Collected data entries:
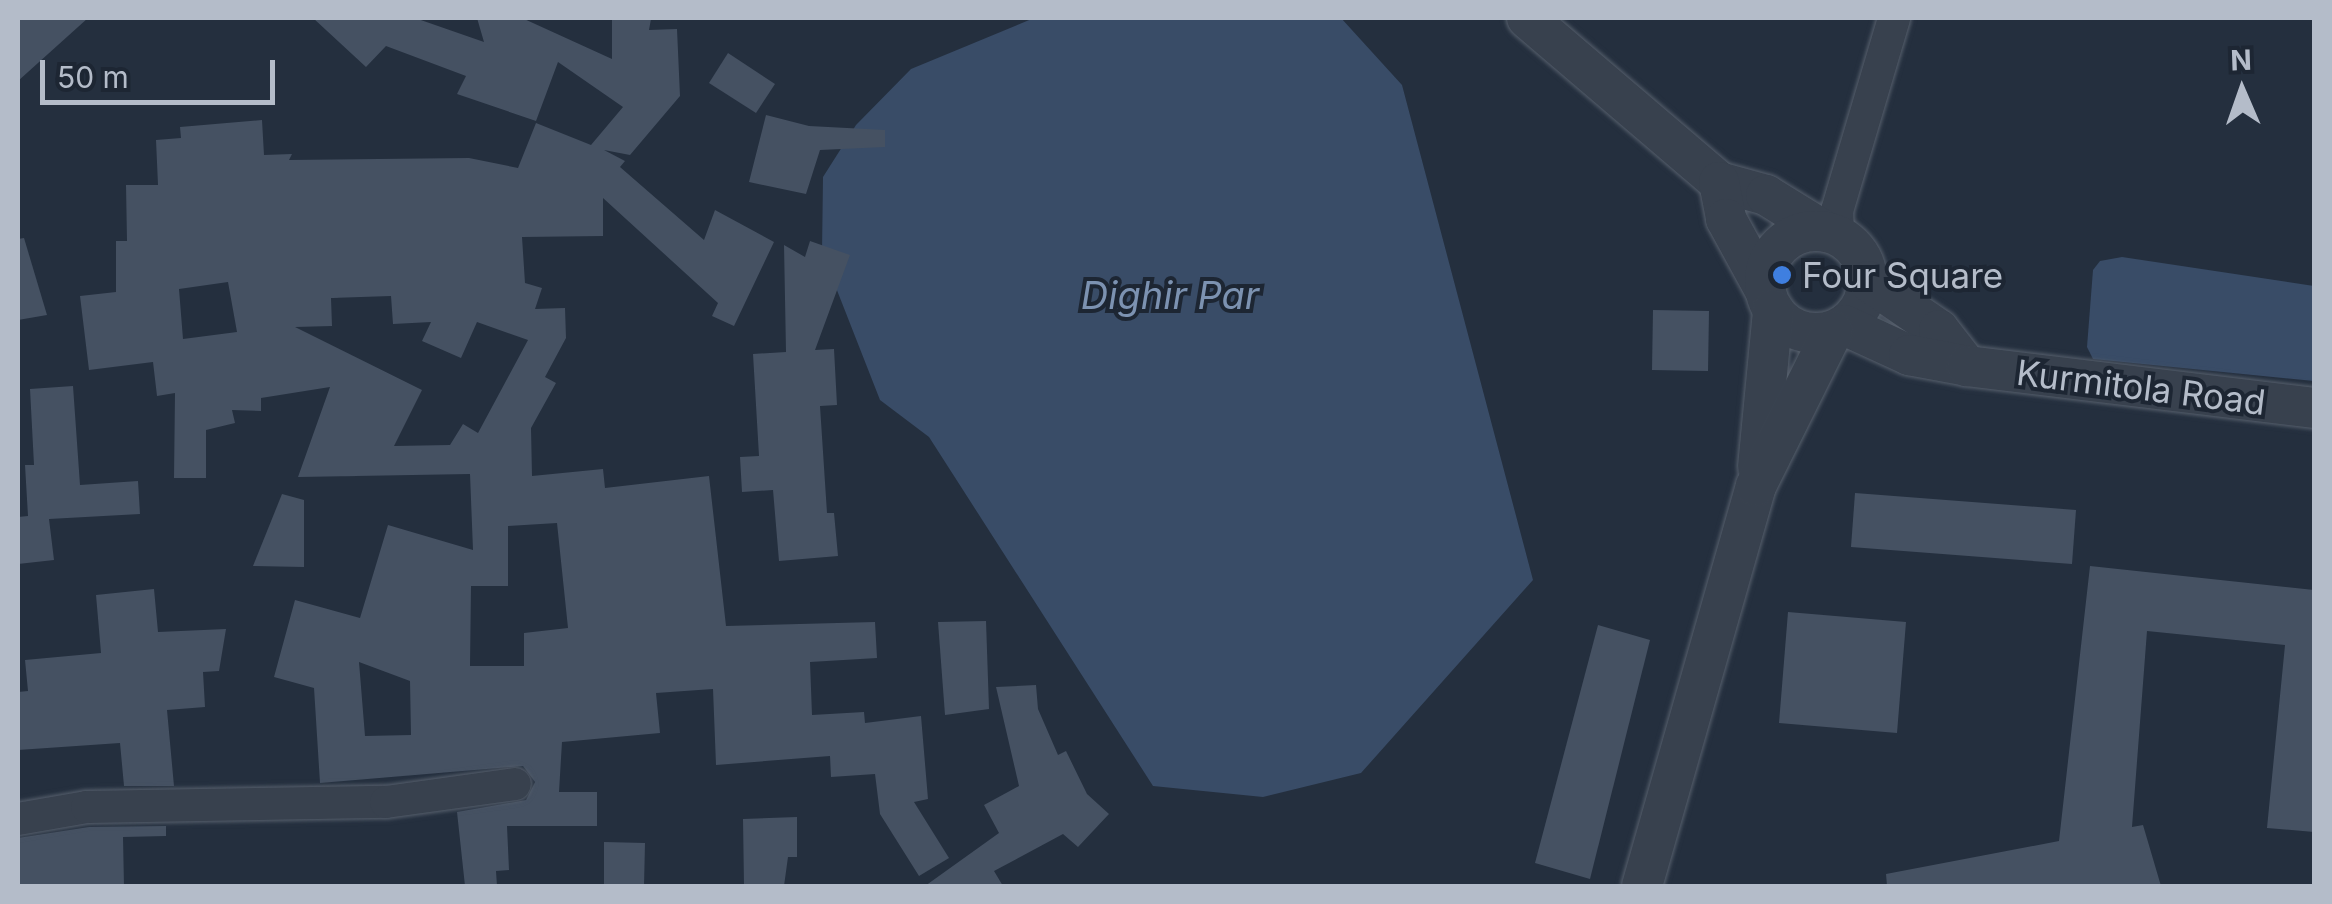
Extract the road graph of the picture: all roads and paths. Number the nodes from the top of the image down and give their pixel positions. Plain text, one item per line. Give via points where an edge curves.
1 (1527, 18) edge
2 (1894, 18) edge
3 (1719, 182) junction
4 (1832, 234) junction
5 (1868, 281) junction
6 (1769, 301) junction
7 (1839, 328) junction
8 (1968, 366) junction
9 (2314, 408) edge
10 (1756, 486) junction
11 (514, 784) dead end
12 (18, 819) edge
13 (1642, 886) edge

1 - 3 street
2 - 4 street
3 - 4 street via 1766,195
3 - 6 street via 1726,220
4 - 5 street via 1856,250
4 - 6 street via 1806,232 1774,254
5 - 7 street via 1861,308
5 - 8 street, Kurmitola Road via 1938,330
6 - 7 street via 1803,332
6 - 10 street
7 - 8 street, Kurmitola Road via 1909,355
7 - 10 street
8 - 9 street, Kurmitola Road
10 - 13 street
11 - 12 street via 386,802 87,807

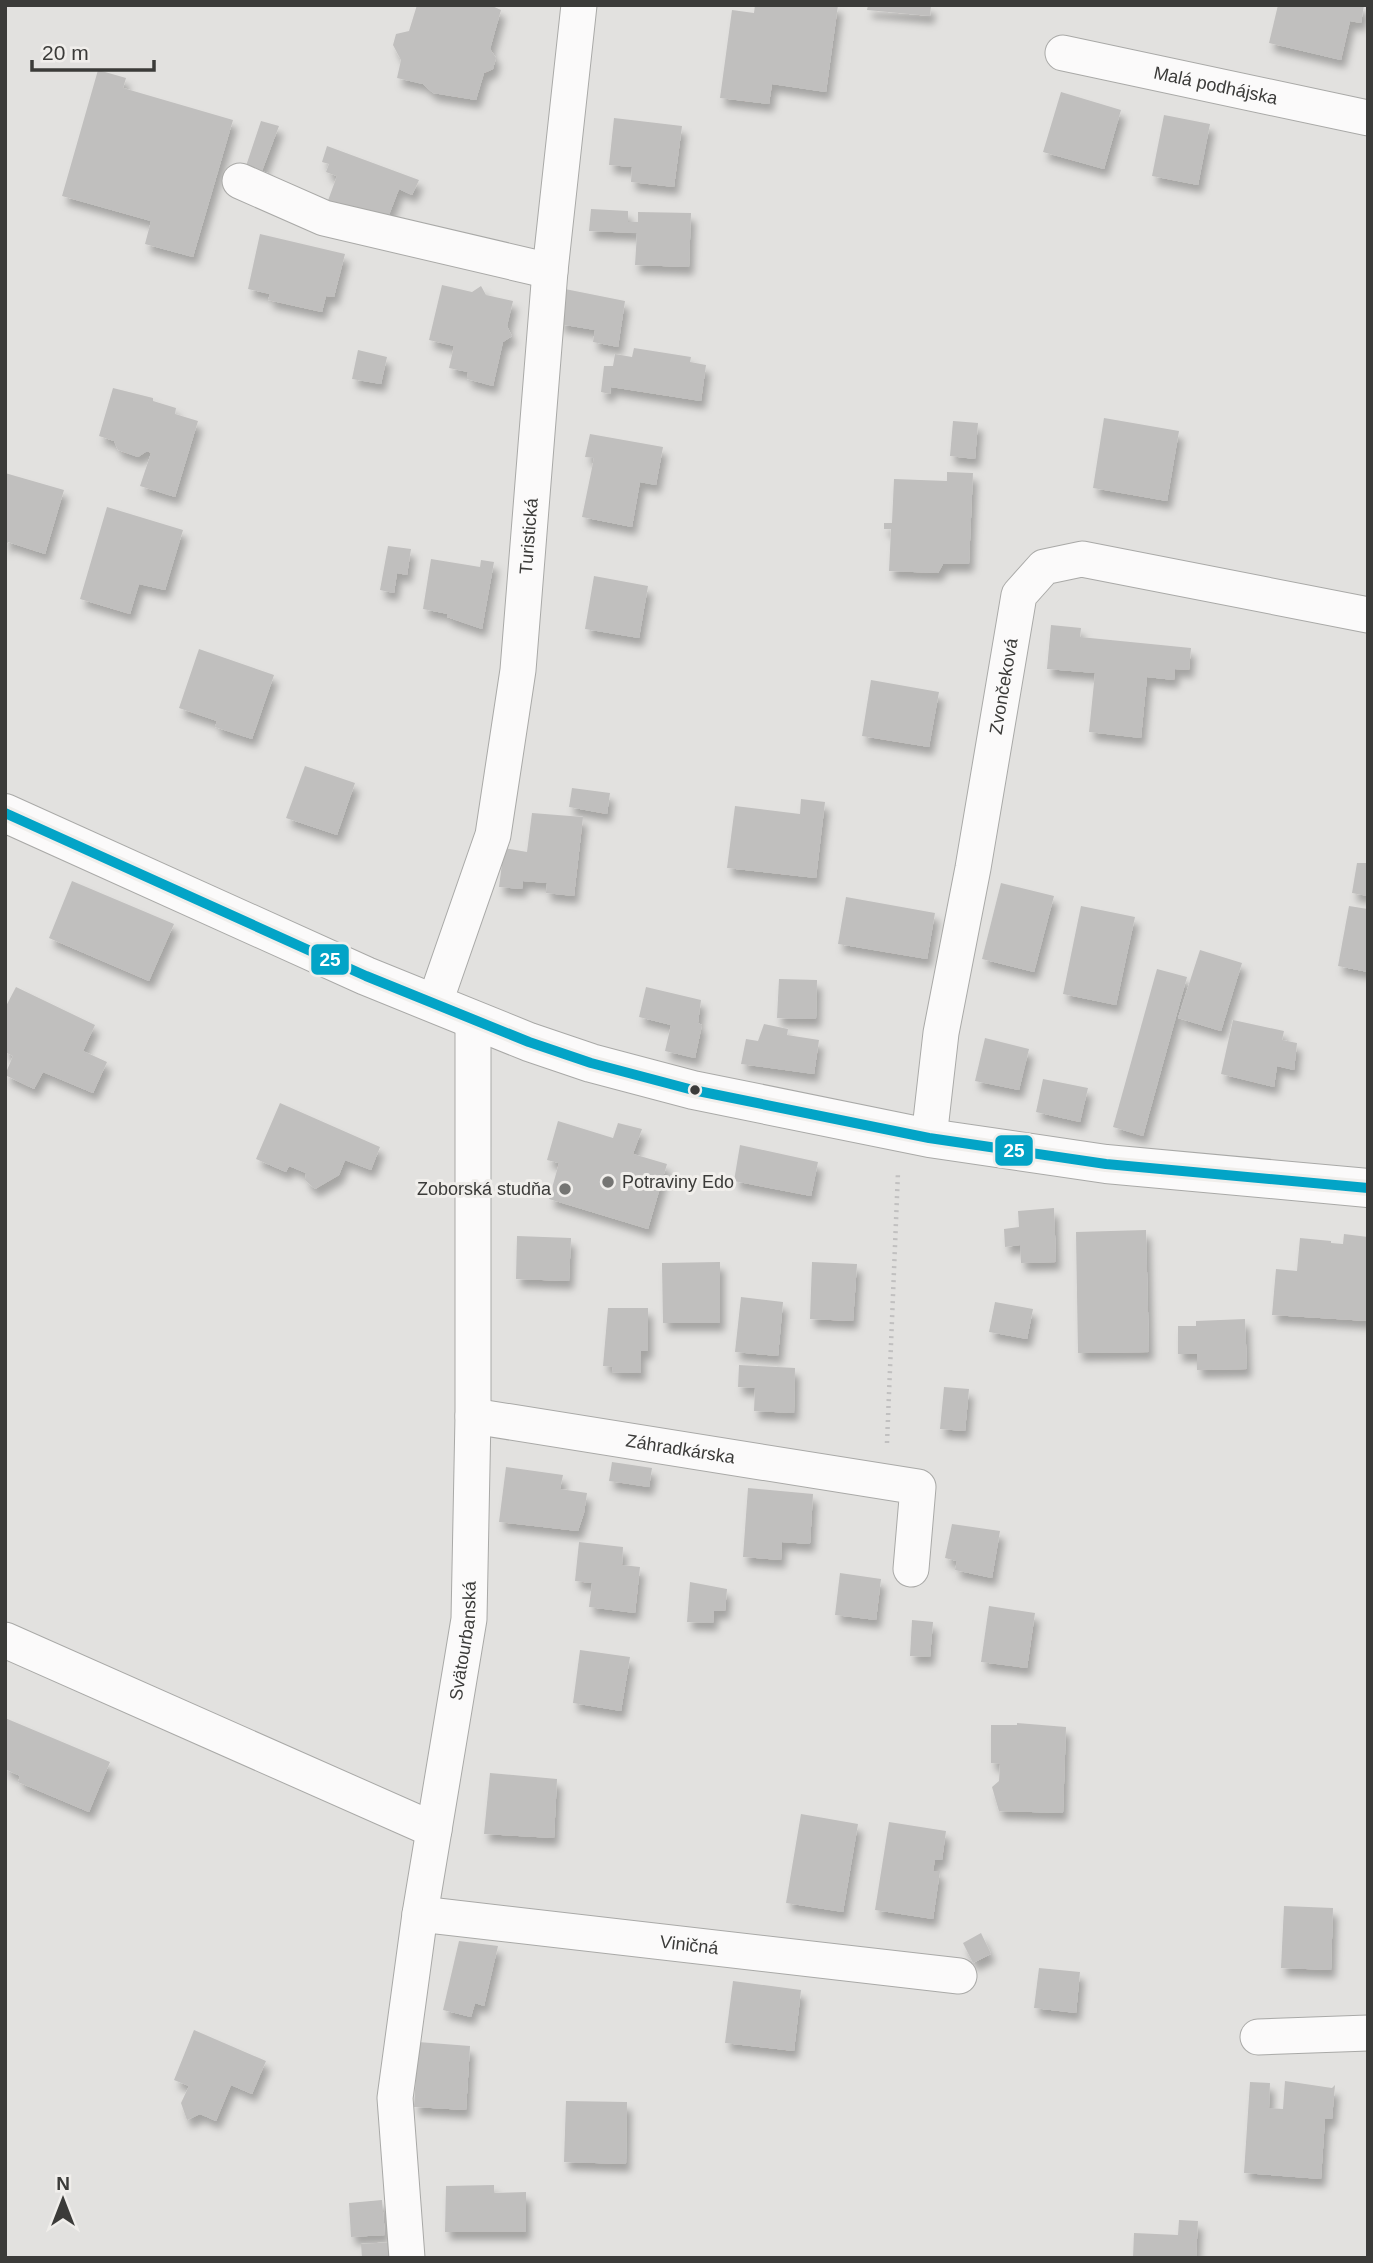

**Problem:** Output all lines above precisely. Pictures are to be left out.

**Task solution:**
Extract the road graph of the picture: all roads and paths. Number the nodes from the top of the image down and give their pixel positions. Plain text, one item per line. Give via points where an edge curves.
1 (1527, 18) edge
2 (1894, 18) edge
3 (1719, 182) junction
4 (1832, 234) junction
5 (1868, 281) junction
6 (1769, 301) junction
7 (1839, 328) junction
8 (1968, 366) junction
9 (2314, 408) edge
10 (1756, 486) junction
11 (514, 784) dead end
12 (18, 819) edge
13 (1642, 886) edge

1 - 3 street
2 - 4 street
3 - 4 street via 1766,195
3 - 6 street via 1726,220
4 - 5 street via 1856,250
4 - 6 street via 1806,232 1774,254
5 - 7 street via 1861,308
5 - 8 street, Kurmitola Road via 1938,330
6 - 7 street via 1803,332
6 - 10 street
7 - 8 street, Kurmitola Road via 1909,355
7 - 10 street
8 - 9 street, Kurmitola Road
10 - 13 street
11 - 12 street via 386,802 87,807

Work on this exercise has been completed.